*Activity*. In the entries below, every line with the string "hand" is to be reported.

------------------------------------------------

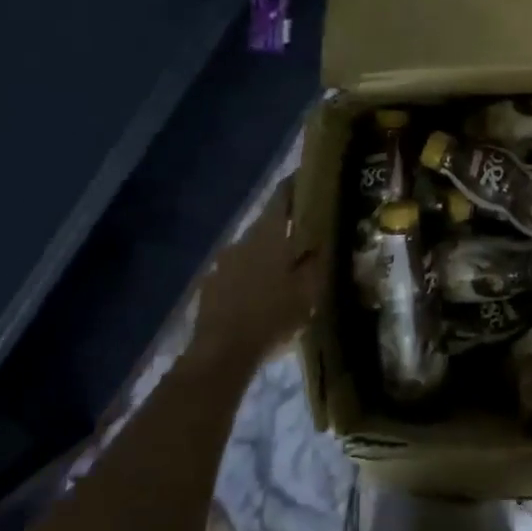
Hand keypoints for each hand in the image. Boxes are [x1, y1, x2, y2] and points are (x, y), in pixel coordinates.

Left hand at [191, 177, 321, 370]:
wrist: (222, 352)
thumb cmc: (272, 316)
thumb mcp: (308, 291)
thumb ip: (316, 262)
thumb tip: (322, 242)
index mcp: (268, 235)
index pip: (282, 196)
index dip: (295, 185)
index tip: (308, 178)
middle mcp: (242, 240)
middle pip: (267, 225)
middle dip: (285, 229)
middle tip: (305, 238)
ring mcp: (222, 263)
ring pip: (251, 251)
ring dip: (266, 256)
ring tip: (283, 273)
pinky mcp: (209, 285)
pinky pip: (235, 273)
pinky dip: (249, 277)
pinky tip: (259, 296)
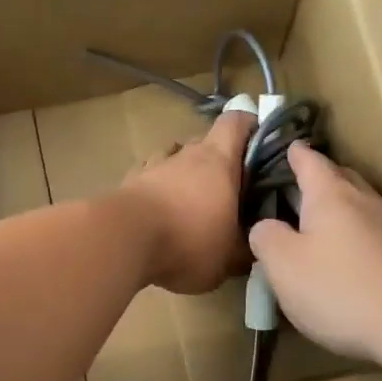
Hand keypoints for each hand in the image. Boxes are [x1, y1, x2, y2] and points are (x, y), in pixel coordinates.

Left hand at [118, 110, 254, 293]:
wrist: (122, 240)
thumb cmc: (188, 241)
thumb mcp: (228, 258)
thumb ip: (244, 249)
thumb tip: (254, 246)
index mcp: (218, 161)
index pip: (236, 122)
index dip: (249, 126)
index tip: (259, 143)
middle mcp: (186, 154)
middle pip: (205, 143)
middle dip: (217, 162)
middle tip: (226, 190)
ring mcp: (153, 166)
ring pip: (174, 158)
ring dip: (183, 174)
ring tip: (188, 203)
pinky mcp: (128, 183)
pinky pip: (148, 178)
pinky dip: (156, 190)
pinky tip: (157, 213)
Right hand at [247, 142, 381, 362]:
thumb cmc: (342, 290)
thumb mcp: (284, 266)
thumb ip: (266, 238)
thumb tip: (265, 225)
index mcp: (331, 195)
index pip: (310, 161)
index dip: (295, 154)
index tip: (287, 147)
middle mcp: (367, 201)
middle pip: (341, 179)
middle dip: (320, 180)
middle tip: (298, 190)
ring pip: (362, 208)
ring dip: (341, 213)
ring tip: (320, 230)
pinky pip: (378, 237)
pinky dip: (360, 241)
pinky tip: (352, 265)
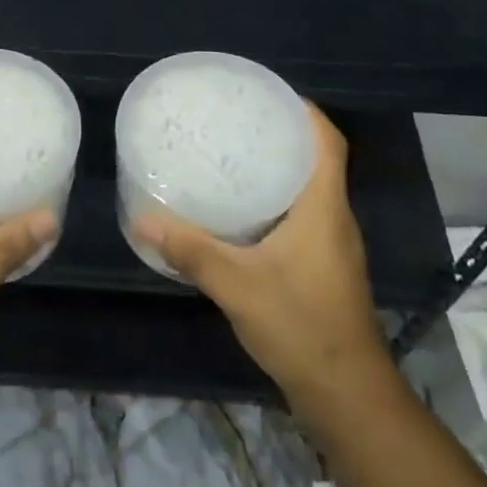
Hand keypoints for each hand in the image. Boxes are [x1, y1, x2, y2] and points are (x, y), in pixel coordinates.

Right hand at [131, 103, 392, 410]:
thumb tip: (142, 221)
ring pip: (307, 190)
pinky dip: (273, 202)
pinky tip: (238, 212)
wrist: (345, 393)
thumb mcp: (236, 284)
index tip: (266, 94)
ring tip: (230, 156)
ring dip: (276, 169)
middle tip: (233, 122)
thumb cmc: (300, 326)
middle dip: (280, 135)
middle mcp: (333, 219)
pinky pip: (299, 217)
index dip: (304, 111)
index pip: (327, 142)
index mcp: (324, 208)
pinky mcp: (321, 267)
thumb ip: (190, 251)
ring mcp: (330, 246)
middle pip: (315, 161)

------------------------------------------------

*The answer*.
Hand keypoints for each hand in the image. Boxes are [x1, y1, x2, y2] and points are (x, y), in pixel coordinates.
Left hand at [191, 177, 321, 370]:
Hand keypoints for each hand in the image. Boxes are [x1, y1, x2, y2] and points are (x, y), in pixel coordinates.
Left hand at [118, 110, 254, 293]:
Right hand at [247, 142, 381, 362]:
Hand keypoints for each hand in the image. Boxes are [x1, y1, x2, y2] and points are (x, y), in pixel coordinates.
Right hand at [131, 103, 392, 410]:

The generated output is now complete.